Pharmacokinetic-pharmacodynamic modeling of tylosin against Streptococcus suis in pigs

BACKGROUND: The aim of this study was to optimize the dosage regimen of tylosin against S.suis in Pigs using pharmacokinetic-pharmacodynamic (PK-PD) modeling. The antibacterial activity of tylosin against S.suis CVCC606 was investigated in Mueller Hinton (MH) broth and serum. The objectives of this investigation were to study the PD data of tylosin against S.suis CVCC606 and the PK data of tylosin in healthy and diseased model of pigs and formulate a rational dosage regimen for the treatment of pig streptococcosis. RESULTS: The minimum inhibitory concentrations (MIC) were 0.25 μg/mL, and the minimal bactericidal concentrations (MBC) were 1 μg/mL in MH broth and serum. The killing curve showed time-dependent activity and weak concentration-dependent antibacterial activity.
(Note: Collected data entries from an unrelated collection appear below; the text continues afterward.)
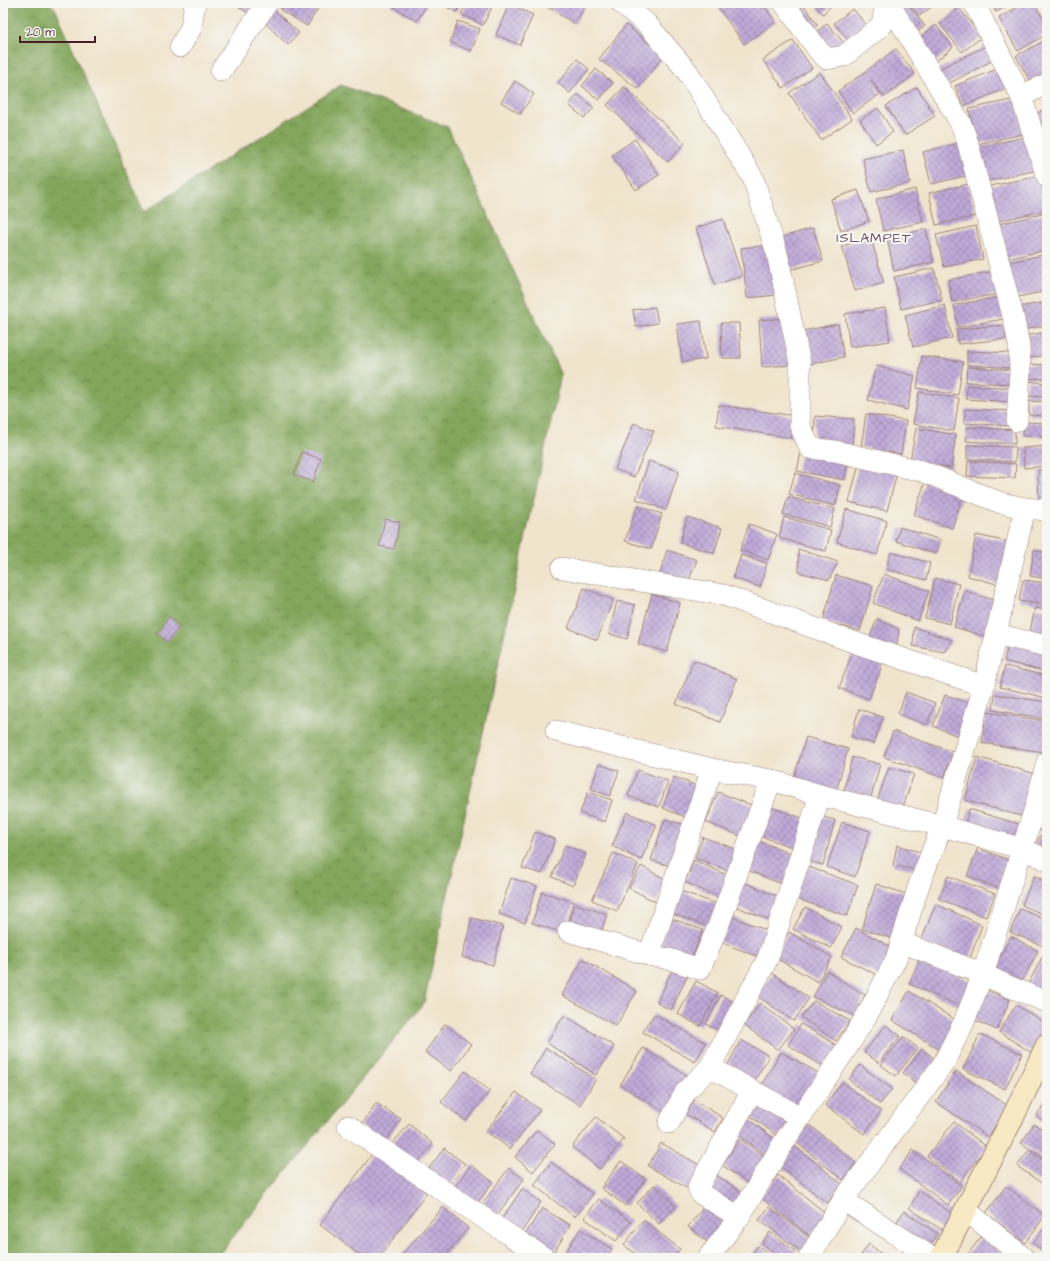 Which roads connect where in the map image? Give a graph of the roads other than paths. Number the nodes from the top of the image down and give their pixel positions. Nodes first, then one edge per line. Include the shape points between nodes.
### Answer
1 (195, 3) edge
2 (267, 3) edge
3 (621, 3) edge
4 (784, 3) edge
5 (886, 3) edge
6 (889, 3) edge
7 (974, 3) edge
8 (180, 47) dead end
9 (221, 71) dead end
10 (1047, 84) edge
11 (1021, 96) junction
12 (1047, 176) edge
13 (1017, 421) dead end
14 (1025, 508) junction
15 (1047, 510) edge
16 (562, 568) dead end
17 (995, 634) junction
18 (1047, 646) edge
19 (984, 686) junction
20 (556, 731) dead end
21 (1047, 762) edge
22 (712, 769) junction
23 (772, 780) junction
24 (820, 795) junction
25 (942, 826) junction
26 (1022, 849) junction
27 (1047, 860) edge
28 (568, 931) dead end
29 (901, 942) junction
30 (649, 955) junction
31 (983, 974) junction
32 (1047, 1002) edge
33 (1047, 1045) edge
34 (710, 1067) junction
35 (1041, 1076) edge
36 (752, 1091) junction
37 (800, 1117) junction
38 (669, 1123) dead end
39 (348, 1126) dead end
40 (843, 1200) junction
41 (966, 1210) junction
42 (739, 1217) junction
43 (545, 1258) edge
44 (708, 1258) edge
45 (809, 1258) edge
46 (933, 1258) edge
47 (941, 1258) edge
48 (1024, 1258) edge

1 - 8 street via 190,28
2 - 9 street
3 - 14 street via 647,24 687,72 753,178 779,261 800,362 800,426 810,448 835,451 922,471 1001,504
4 - 5 street via 827,59 844,56 882,25
6 - 13 street via 961,124 967,140 1019,345
7 - 11 street
10 - 11 street
11 - 12 street
14 - 15 street
14 - 17 street
16 - 19 street via 724,596
17 - 18 street
17 - 19 street
19 - 25 street
20 - 22 street
21 - 26 street via 1036,808
22 - 23 street
22 - 30 street
23 - 24 street
23 - 30 street via 700,969
24 - 25 street
24 - 34 street via 768,958
25 - 26 street
25 - 29 street via 919,885
26 - 27 street
26 - 31 street
28 - 30 street
29 - 31 street
29 - 37 street via 896,959 867,1015
31 - 32 street
31 - 40 street via 964,1022 943,1064
33 - 35 street
34 - 36 street
34 - 38 street via 686,1091
35 - 41 street via 1013,1117
36 - 37 street
36 - 42 street via 698,1187 701,1194
37 - 42 street
39 - 43 street
40 - 45 street
40 - 46 street
41 - 47 street
41 - 48 street
42 - 44 street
A pig pneumoniae model of S. suis infection was built by inoculating subcutaneously with S. suis CVCC606. Tylosin was (10 mg/kg b.w) administered intramuscularly (IM) to the healthy and S.suis infected pigs, The pharmacokinetic properties, including area under the curve(AUC), peak concentration (C(max)) and time to reach C(max) (T(max)), were determined in plasma using UV-HPLC method. The AUC, C(max) and T(max) in plasma of healthy and infected pigs were 10.80 ± 2.20 and 10.30 ± 3.46 μg.h/mL, 2.06 ± 0.43 and 2.37 ± 0.38 μg/mL, 1.95 ± 0.22 and 1.58 ± 0.49 h, respectively. CONCLUSIONS: The in vivo PK and in vitro PD data were integrated to determine the surrogate marker of antibacterial activity, C(max)/MIC, AUC/MIC and T(>MIC)were 8.90, 43.21, 8.86 for healthy pigs, and 9.76, 41.18, 7.56 for infected pigs, respectively. Ex vivo AUC/MIC data were integrated with ex vivo bacterial count to calculate the values for bacteriostatic and bactericidal action, which were 10.67 h and 49.66 h for healthy pigs, 11.73 h and 43.03 h for pigs infected with S.suis. A dosage regimen of 5.32–19.50 mg/kg b.w. every 24 h should be sufficient for tylosin against S.suis.